I am currently working with a great group of teachers to help them create an interdisciplinary unit for their students. After meeting and brainstorming, they chose the 1904 World's Fair as their topic. After they landed on this idea, the dynamic in the room changed. I could feel their excitement and enthusiasm for the topic. Suddenly all were on their computers looking for answers to questions that occurred to them. The amount of questions was awesome! I mentioned this to them because this is the type of inquiry we want to inspire in our students. While most of the questions went unanswered for the time being, the important part was in the ASKING! I know they all went home and looked up more information and so did I. I know this is the type of thing we want our students to do. To get so excited that the learning spills out of the classroom time is a teacher's dream.


To help in their own learning, I decided that a field trip for THE TEACHERS was in order. I contacted the Missouri History Museum and arranged a private tour and class for them that was directed at their very specific learning goals. They were surprised that we were "allowed" to do this but wholeheartedly agreed and we spent an afternoon at MHM learning about the St. Louis World's Fair. This type of learning is just what I have always done. If I was trying to teach something, I went to the experts to learn more.

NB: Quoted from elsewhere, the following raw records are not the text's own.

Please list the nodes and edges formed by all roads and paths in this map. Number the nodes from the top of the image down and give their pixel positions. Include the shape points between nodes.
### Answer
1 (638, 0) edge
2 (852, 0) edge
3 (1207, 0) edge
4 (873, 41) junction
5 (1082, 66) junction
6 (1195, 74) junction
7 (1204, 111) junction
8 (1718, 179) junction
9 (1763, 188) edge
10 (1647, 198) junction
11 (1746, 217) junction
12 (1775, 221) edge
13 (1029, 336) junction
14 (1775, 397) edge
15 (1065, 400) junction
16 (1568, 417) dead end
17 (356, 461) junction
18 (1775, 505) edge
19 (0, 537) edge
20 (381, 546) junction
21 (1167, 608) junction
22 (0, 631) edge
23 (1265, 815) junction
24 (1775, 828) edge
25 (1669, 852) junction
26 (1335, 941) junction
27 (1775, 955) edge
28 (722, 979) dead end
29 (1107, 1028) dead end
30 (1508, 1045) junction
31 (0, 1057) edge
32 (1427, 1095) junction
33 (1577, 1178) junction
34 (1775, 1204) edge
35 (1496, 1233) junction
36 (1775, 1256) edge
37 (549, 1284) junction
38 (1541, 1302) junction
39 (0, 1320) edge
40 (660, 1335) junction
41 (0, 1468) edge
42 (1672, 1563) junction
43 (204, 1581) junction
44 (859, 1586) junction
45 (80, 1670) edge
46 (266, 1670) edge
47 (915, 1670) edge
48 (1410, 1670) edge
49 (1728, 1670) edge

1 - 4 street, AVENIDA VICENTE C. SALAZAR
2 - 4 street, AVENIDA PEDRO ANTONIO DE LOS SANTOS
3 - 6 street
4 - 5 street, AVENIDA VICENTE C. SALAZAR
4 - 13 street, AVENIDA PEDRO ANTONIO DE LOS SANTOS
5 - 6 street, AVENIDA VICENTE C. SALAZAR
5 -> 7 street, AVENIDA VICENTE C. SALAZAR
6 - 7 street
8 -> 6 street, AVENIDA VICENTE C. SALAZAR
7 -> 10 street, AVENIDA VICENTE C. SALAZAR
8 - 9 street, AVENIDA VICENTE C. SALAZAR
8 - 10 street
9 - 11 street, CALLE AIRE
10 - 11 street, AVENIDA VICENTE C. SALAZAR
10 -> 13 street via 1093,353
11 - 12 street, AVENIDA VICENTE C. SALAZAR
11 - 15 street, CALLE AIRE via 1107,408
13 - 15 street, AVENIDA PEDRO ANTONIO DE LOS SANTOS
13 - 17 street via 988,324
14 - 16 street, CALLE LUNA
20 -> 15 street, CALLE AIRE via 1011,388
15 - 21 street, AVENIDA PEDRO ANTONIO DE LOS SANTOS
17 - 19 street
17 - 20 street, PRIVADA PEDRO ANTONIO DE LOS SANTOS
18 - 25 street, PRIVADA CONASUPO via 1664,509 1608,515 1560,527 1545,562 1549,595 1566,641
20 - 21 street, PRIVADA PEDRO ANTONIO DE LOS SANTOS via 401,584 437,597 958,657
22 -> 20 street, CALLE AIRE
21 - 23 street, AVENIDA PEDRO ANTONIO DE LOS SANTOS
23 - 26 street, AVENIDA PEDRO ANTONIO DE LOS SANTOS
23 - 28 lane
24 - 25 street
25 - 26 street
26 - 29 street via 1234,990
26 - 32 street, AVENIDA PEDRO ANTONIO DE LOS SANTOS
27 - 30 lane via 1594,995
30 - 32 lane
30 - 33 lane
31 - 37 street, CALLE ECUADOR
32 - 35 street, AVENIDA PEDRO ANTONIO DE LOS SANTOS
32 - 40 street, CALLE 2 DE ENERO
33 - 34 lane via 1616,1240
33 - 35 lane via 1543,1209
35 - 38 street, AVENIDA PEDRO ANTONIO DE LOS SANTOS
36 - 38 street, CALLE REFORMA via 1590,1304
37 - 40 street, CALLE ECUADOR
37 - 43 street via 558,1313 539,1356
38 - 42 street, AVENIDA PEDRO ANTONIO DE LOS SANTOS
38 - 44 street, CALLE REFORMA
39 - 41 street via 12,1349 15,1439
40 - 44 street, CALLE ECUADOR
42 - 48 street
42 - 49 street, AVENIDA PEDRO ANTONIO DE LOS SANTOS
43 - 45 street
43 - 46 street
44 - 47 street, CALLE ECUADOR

In January, we will have our next meeting and they will continue to put their new knowledge to work by planning lessons for their students. By keeping the topic local, it helps make the learning real for students. By picking something interesting, the enthusiasm for learning is present in both the teachers and the students. By not knowing all the answers, these teachers will model life long learning for their students. I'm very excited to see this all come together and appreciate the willingness of the teachers to step out of their comfort zones and try something new.